La sentencia número 404/2026, de 6 de abril de la Sección Segunda de la Sala de lo Contencioso-Administrativo del Tribunal Supremo, resuelve el recurso de casación 210/2024 y dicta como doctrina la legalidad del inicio del procedimiento de responsabilidad subsidiaria, incluso tras la caducidad de los 5 años de la nota marginal, siempre que el tercero adquiriera el bien dentro de dicho plazo
El objeto de la controversia es la legalidad de un acuerdo de derivación de responsabilidad tributaria subsidiaria por afección real en el Impuesto sobre Sucesiones y Donaciones (ISD).
Tras el fallecimiento del causante, un local comercial se adjudica a un heredero, cuya inscripción de la adjudicación en el Registro de la Propiedad se practicó con nota marginal de afección fiscal por el ISD con una duración de cinco años.
El heredero transmite el inmueble a una mercantil y por esta, se realiza una nueva transmisión a tercero particular, encontrándose en este momento aun la nota de afección fiscal vigente y en el Registro.
Tras resultar infructuosa la recaudación contra el deudor principal, la Administración lo declara fallido e inicia un procedimiento de derivación de responsabilidad subsidiaria contra el último adquiriente del inmueble.
Para este, recurrente en el supuesto objeto de análisis por el Tribunal Supremo, no procede la apertura del procedimiento por la caducidad de la afección, ya que según el artículo 100.4 del Real Decreto 1629/1991, de 8 de noviembre, por el que se aprueba el Reglamento del Impuesto sobre Sucesiones y Donaciones la nota marginal de afección tiene un plazo de cinco años transcurridos sobradamente so consideremos que se inscribió el 8 de enero de 2013, su vigencia expiró el 8 de enero de 2018 y el inicio del procedimiento de derivación se fe ha en octubre de 2018, por tanto, sería extemporáneo.
En la resolución de la cuestión de interés casacional el Tribunal Supremo desestima el recurso basándose en una distinción técnica crucial entre la garantía real (artículo 79 de la Ley 58/2003, de 17 de diciembre, General Tributaria) y su publicidad registral. La afección es una garantía de origen legal, su existencia y eficacia no dependen del asiento registral por lo que la nota marginal cumple una función meramente de publicidad para alertar a terceros.

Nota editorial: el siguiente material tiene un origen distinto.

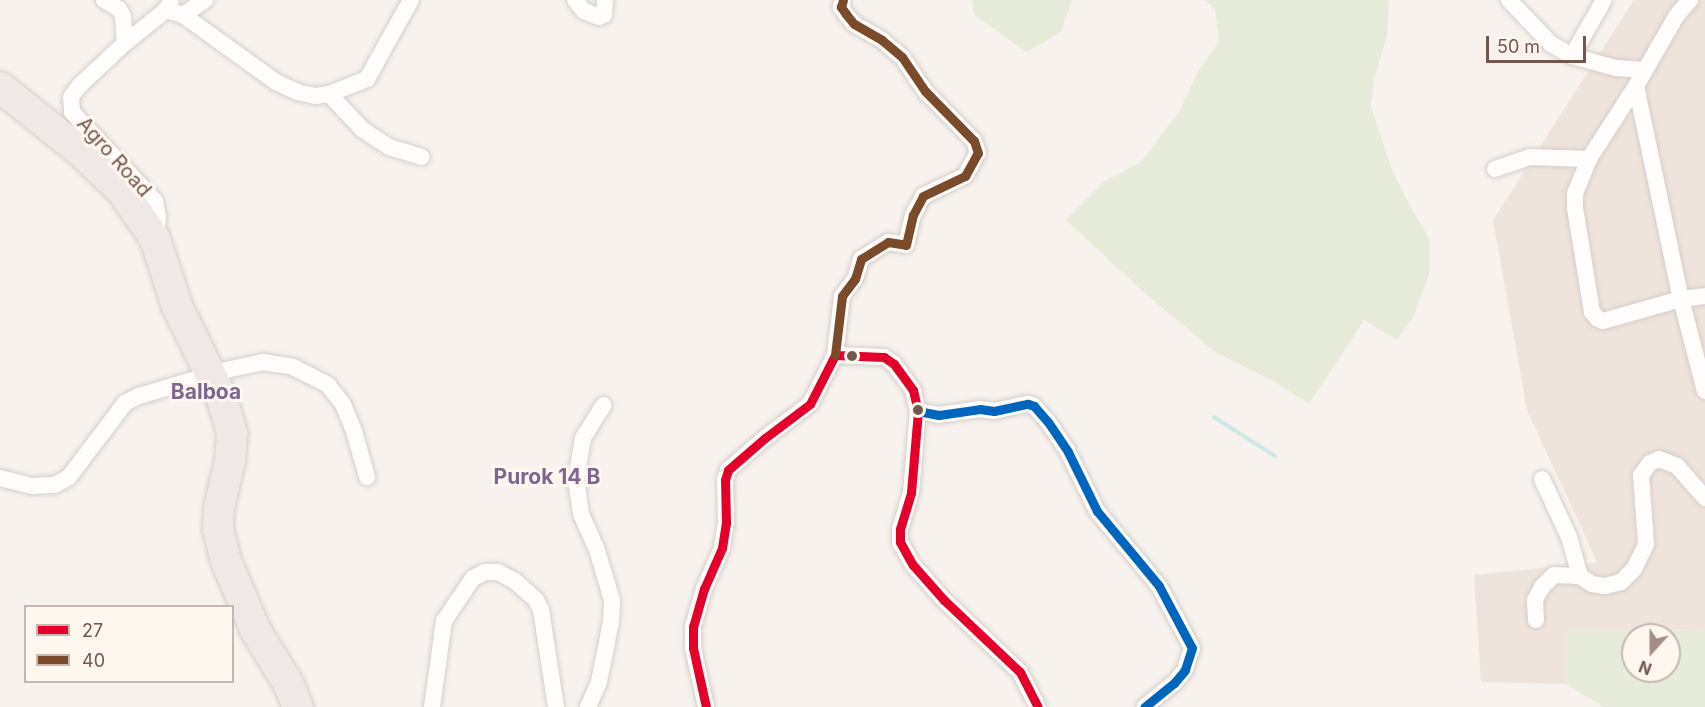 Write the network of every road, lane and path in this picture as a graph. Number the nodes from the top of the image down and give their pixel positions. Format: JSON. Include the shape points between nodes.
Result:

Por su parte, el plazo de cinco años mencionado en el Reglamento del Impuesto sobre Sucesiones y Donaciones se refiere exclusivamente a la caducidad del asiento registral, siendo su función limitar el alcance de la fe pública registral.
Lo indicado se traduce en que, si alguien compra el bien después de esos 5 años, cuando la nota ya está cancelada, ese comprador sí estaría protegido por la fe pública registral del artículo 34 del Decreto de 8 de febrero de 1946 por el que se aprueba la nueva redacción oficial de la Ley Hipotecaria; no siendo el supuesto objeto de análisis judicial.

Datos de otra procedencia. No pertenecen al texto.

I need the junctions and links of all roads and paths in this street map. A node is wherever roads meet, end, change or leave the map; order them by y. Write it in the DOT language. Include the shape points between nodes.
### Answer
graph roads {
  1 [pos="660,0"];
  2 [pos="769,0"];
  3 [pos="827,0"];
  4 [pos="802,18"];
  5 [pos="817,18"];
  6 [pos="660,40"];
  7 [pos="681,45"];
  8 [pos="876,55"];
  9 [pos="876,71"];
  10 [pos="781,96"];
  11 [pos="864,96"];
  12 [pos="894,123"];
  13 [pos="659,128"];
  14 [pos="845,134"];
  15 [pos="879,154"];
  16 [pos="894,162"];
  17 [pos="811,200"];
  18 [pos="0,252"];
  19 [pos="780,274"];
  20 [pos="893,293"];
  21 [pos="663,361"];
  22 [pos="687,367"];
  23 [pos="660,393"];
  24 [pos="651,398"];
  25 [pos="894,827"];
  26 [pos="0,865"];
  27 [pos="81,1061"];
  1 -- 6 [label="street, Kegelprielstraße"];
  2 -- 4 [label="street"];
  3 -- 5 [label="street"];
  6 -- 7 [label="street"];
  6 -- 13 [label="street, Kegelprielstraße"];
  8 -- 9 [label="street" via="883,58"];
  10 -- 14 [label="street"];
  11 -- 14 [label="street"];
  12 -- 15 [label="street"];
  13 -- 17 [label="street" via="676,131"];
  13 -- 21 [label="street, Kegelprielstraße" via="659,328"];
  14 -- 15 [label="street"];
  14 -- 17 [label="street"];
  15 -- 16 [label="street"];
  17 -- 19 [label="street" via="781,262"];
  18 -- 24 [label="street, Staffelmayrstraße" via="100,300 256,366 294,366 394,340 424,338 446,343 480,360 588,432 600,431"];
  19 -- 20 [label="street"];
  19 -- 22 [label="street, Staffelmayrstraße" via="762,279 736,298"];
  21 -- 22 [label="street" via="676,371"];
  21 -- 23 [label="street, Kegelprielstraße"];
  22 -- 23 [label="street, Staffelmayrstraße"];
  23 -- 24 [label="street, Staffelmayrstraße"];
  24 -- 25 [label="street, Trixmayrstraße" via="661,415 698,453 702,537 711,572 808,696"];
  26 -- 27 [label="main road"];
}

La adquisición en las presentes por tercero se efectúa cuando la nota estaba plenamente vigente, por lo que él «sucede en la carga», no puede alegar desconocimiento ni protección registral.

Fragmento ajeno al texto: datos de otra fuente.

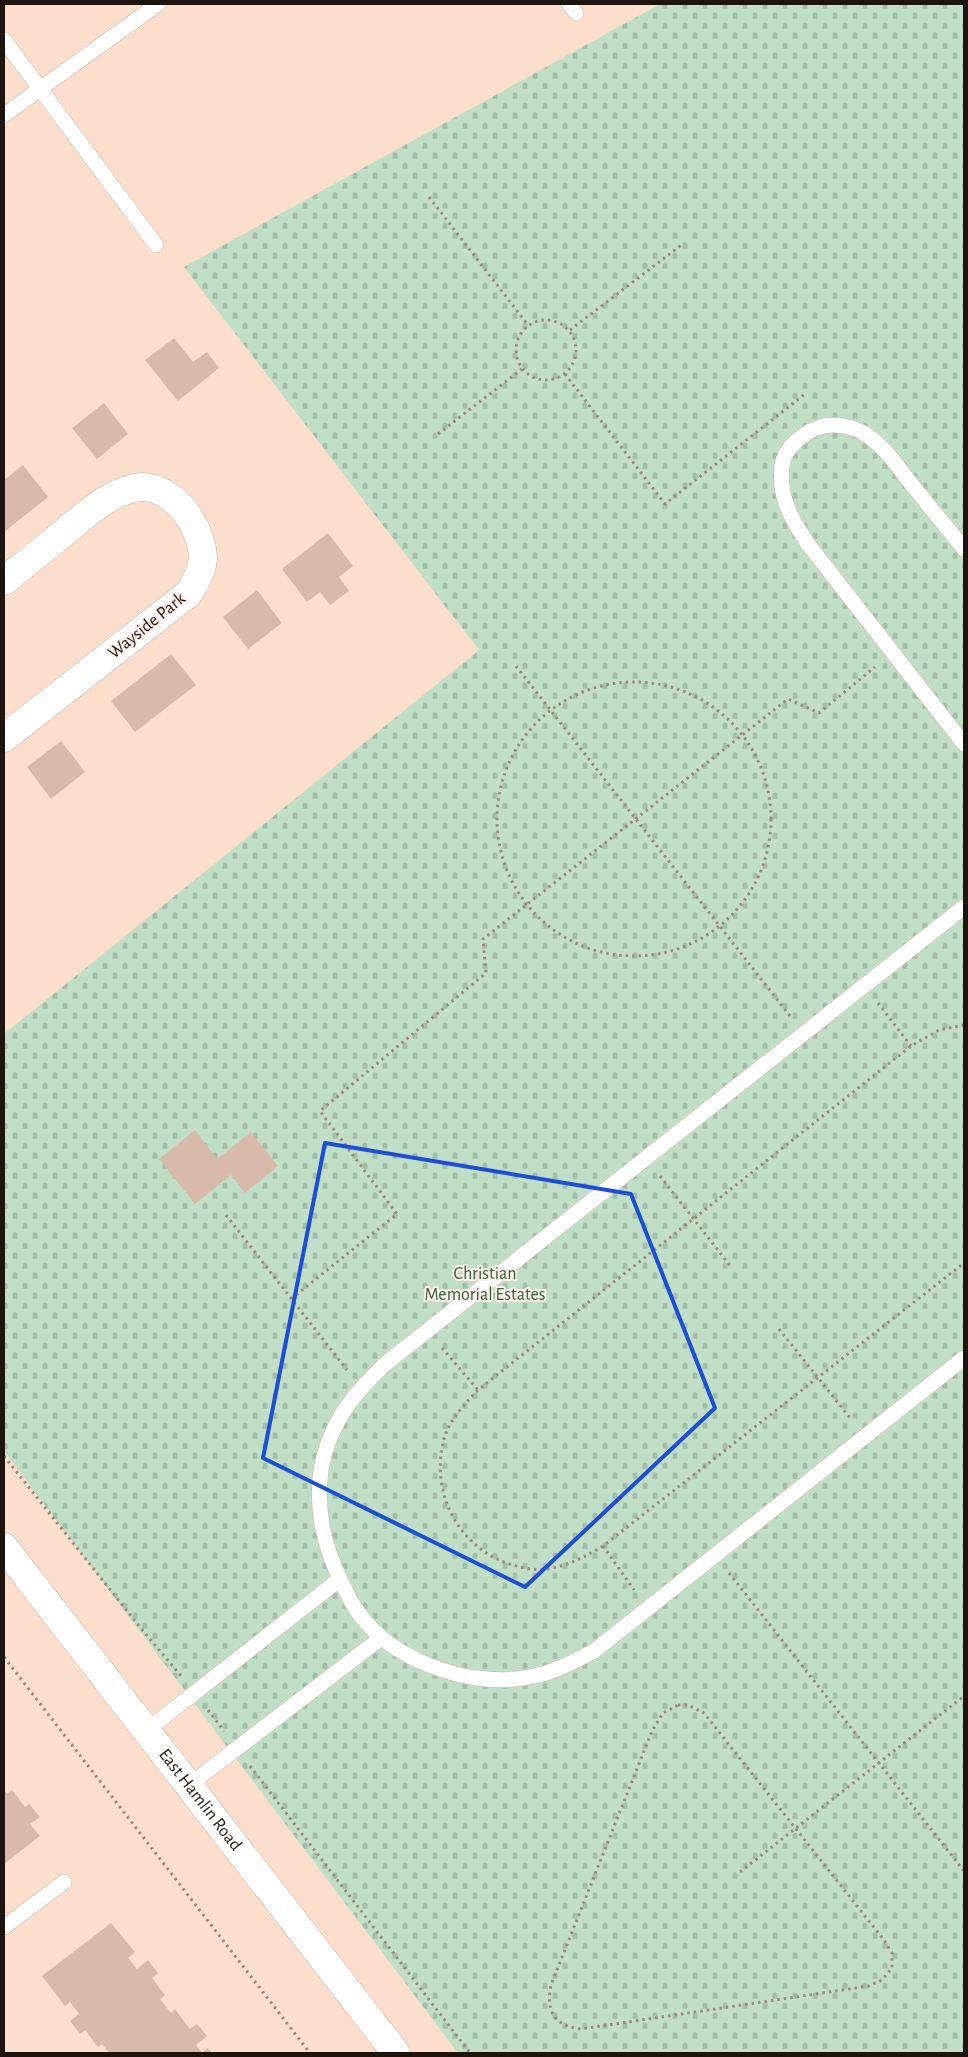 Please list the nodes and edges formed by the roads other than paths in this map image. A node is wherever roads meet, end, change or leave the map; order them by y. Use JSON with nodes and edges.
{"nodes":[{"id":1,"x":158,"y":4,"type":"edge"},
{"id":2,"x":4,"y":40,"type":"edge"},
{"id":3,"x":40,"y":89,"type":"junction"},
{"id":4,"x":4,"y":114,"type":"edge"},
{"id":5,"x":156,"y":245,"type":"dead end"},
{"id":6,"x":964,"y":549,"type":"edge"},
{"id":7,"x":4,"y":581,"type":"edge"},
{"id":8,"x":4,"y":738,"type":"edge"},
{"id":9,"x":964,"y":744,"type":"edge"},
{"id":10,"x":964,"y":907,"type":"edge"},
{"id":11,"x":964,"y":1358,"type":"edge"},
{"id":12,"x":4,"y":1547,"type":"edge"},
{"id":13,"x":340,"y":1579,"type":"junction"},
{"id":14,"x":381,"y":1638,"type":"junction"},
{"id":15,"x":146,"y":1730,"type":"junction"},
{"id":16,"x":189,"y":1785,"type":"junction"},
{"id":17,"x":64,"y":1882,"type":"dead end"},
{"id":18,"x":4,"y":1927,"type":"edge"},
{"id":19,"x":396,"y":2053,"type":"edge"}],
"edges":[{"from":1,"to":3,"type":"lane"},
{"from":2,"to":3,"type":"lane"},
{"from":3,"to":4,"type":"lane"},
{"from":3,"to":5,"type":"lane"},
{"from":6,"to":9,"type":"lane"},
{"from":7,"to":8,"type":"street","name":"Wayside Park"},
{"from":10,"to":13,"type":"lane"},
{"from":11,"to":14,"type":"lane"},
{"from":12,"to":15,"type":"street","name":"East Hamlin Road"},
{"from":13,"to":14,"type":"lane"},
{"from":13,"to":15,"type":"lane"},
{"from":14,"to":16,"type":"lane"},
{"from":15,"to":16,"type":"street","name":"East Hamlin Road"},
{"from":16,"to":19,"type":"street","name":"East Hamlin Road"},
{"from":17,"to":18,"type":"lane"}]}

La sentencia anuda este fundamento con la normativa aplicable a los procedimientos de responsabilidad tributaria subsidiaria del artículo 176 de la Ley 58/2003, de 17 de diciembre, General Tributaria recordando que la responsabilidad subsidiaria solo puede exigirse tras la declaración de fallido del deudor principal en un plazo para la Administración de prescripción de cuatro años, realizándose las actuaciones administrativas conforme a normativa y plazo, independientemente de que la nota registral hubiera caducado meses antes.
Doctrina establecida
El Tribunal Supremo establece la siguiente doctrina, es legal iniciar el procedimiento de responsabilidad subsidiaria incluso tras la caducidad de los 5 años de la nota marginal, siempre que el tercero adquiriera el bien dentro de dicho plazo ya que la afección del artículo 79 de la Ley 58/2003, de 17 de diciembre, General Tributaria no se extingue por la caducidad registral del artículo 100.4 Real Decreto 1629/1991, de 8 de noviembre, por el que se aprueba el Reglamento del Impuesto sobre Sucesiones y Donaciones, por cuando la protección del tercer adquirente por la fe pública registral del artículo 34 de la Ley Hipotecaria se valora en el momento de la adquisición/compra.